3. A winner and loser last week from the S&P/ASX200
Lynas Rare Earths enjoyed a strong week, climbing by +13.2%. The miner reported that its subsidiary in Malaysia had been issued an operating license.
With global tech in reverse last week, Megaport felt the full force of the sell-off falling by 17.4%. That, combined with an update from the business, which showed disappointing customer growth, saw investors hitting sell.
3 things to watch for the week ahead:
1. Australian Retail Sales the next key puzzle piece for the RBA
Updates from local retailers last week indicate fairly conclusively that Aussie consumers are slowing their spending considerably. Big hitters such as JB-HiFi and Harvey Norman both reported a decline in sales during FYQ1, following a fairly successful year for both of the shopping centre giants. Overall, retail sales have held up relatively robustly in 2023 and this week markets expect to see retail sales rise by 0.8% month on month. If retail sales continue to follow the trends observed this year, we may see September’s figures come in above the predicted figure of 0.8%.
After last week’s hot inflation reading, another solid print from retail sales would almost certainly solidify the prospect of the RBA hiking rates on Melbourne Cup day. Importantly, this will be the last and key data point the Reserve Bank gets before its November meeting.
2. Apple investors hoping for strong earnings
Overall, this has been a mixed week for tech earnings. Companies are clearly being rewarded for beating expectations but punished for anything less than perfect results.

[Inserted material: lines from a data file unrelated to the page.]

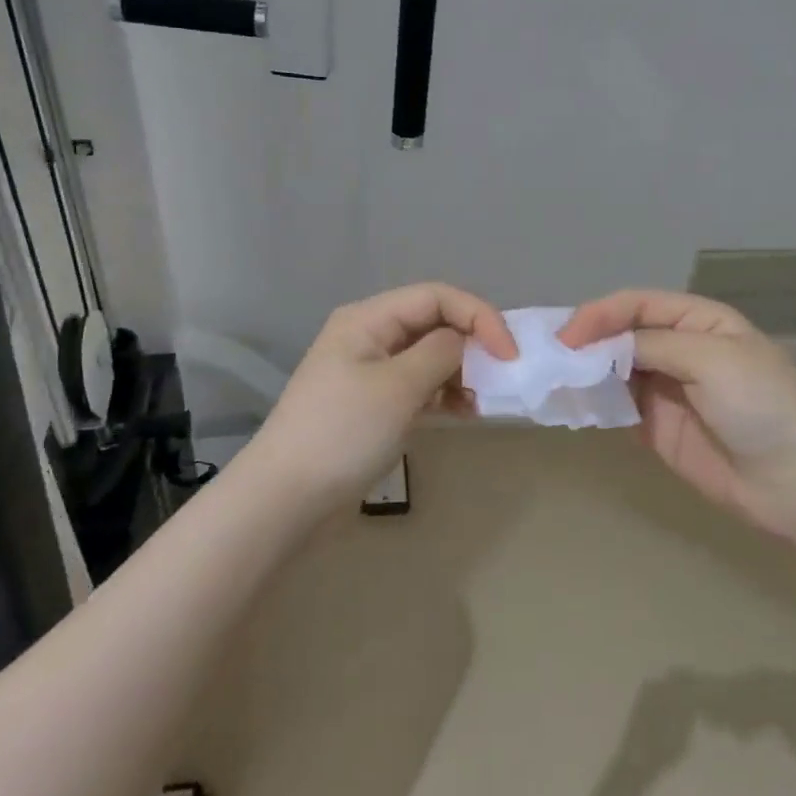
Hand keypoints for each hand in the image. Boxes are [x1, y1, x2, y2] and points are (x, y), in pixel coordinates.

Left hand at [254, 283, 517, 504]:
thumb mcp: (398, 387)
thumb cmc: (343, 433)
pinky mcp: (373, 404)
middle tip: (502, 377)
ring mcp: (370, 371)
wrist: (286, 498)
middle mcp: (369, 336)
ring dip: (460, 372)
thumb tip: (465, 341)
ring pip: (429, 356)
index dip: (478, 316)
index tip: (510, 354)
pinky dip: (444, 394)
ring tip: (483, 402)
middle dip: (471, 344)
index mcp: (368, 318)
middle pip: (433, 322)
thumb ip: (440, 353)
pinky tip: (464, 413)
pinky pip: (418, 386)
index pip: (436, 296)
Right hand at [559, 290, 795, 537]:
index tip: (568, 336)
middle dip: (586, 342)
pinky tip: (572, 404)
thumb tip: (598, 347)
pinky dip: (594, 403)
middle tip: (549, 356)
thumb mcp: (712, 358)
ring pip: (613, 371)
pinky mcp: (656, 427)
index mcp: (698, 321)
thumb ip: (652, 345)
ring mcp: (666, 389)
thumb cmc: (762, 405)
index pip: (637, 305)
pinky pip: (617, 407)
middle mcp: (679, 349)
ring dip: (585, 372)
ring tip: (551, 379)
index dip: (600, 315)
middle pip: (621, 335)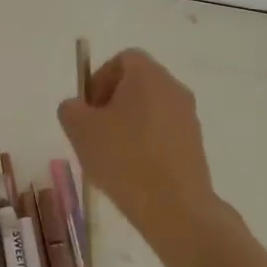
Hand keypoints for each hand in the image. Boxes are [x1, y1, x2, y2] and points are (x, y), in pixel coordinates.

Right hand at [57, 49, 220, 263]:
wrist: (175, 207)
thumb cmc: (124, 158)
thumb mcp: (80, 130)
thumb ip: (70, 109)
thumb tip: (78, 108)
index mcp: (148, 75)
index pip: (122, 60)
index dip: (100, 79)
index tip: (88, 109)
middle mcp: (173, 88)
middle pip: (137, 84)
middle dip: (112, 103)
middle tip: (94, 132)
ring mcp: (188, 117)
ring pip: (150, 109)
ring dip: (128, 124)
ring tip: (111, 156)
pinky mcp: (195, 144)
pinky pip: (163, 132)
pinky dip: (145, 143)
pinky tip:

The release of the new iPhone may come at a great time, and investors will want to understand the level of consumer demand for the new models. AI will also be in focus again (as it is across all major names in tech) but so far, Apple has kept its AI cards close to its chest. With companies now beginning to report success with their AI ventures, investors will want to hear more details from Apple.
Services revenue will also be back in focus, given this is Apple’s fastest-growing segment. However, with decade-high interest rates and slowing consumer spending, any weakness in revenue growth wouldn’t be a surprise.
Apple shares have had a good year, and are up 30% YTD but are trading well below their highs of the year after recent weakness. Market consensus is earnings of US$1.39 and revenue of US$89.31 billion.
For all the latest this earnings season, make sure to listen to the Market Bites podcast on Digest & Invest by eToro:
3. US Fed under the microscope
Staying with the US, Q3 2023 GDP results beat expectations on the back of strong consumer spending last week, indicating that the US economy remains resilient and likely means it can handle further hikes should the Fed decide it’s necessary.
The Fed kept rates on hold in September after hiking interest rates to 5.25%–5.50% at the July 2023 meeting. Last week’s Core PCE inflation showed further signs of easing, with another low reading at 3.7%. This reinforces the case for the Fed to stay on pause this week when it meets to make a call on the Federal funds rate on Thursday. However, even though rates may stay on hold, it may continue to drive the ‘higher for longer’ narrative.
Despite recent good economic news, US shares remained in reverse as tech shares continue to be sold off – even amidst decent – if not mixed – results from the likes of Microsoft, Amazon, Meta and Alphabet. Geopolitical tensions also remain a concern, with the prospect of easing tensions seemingly still a while off, putting investors into ‘risk-off’ mode.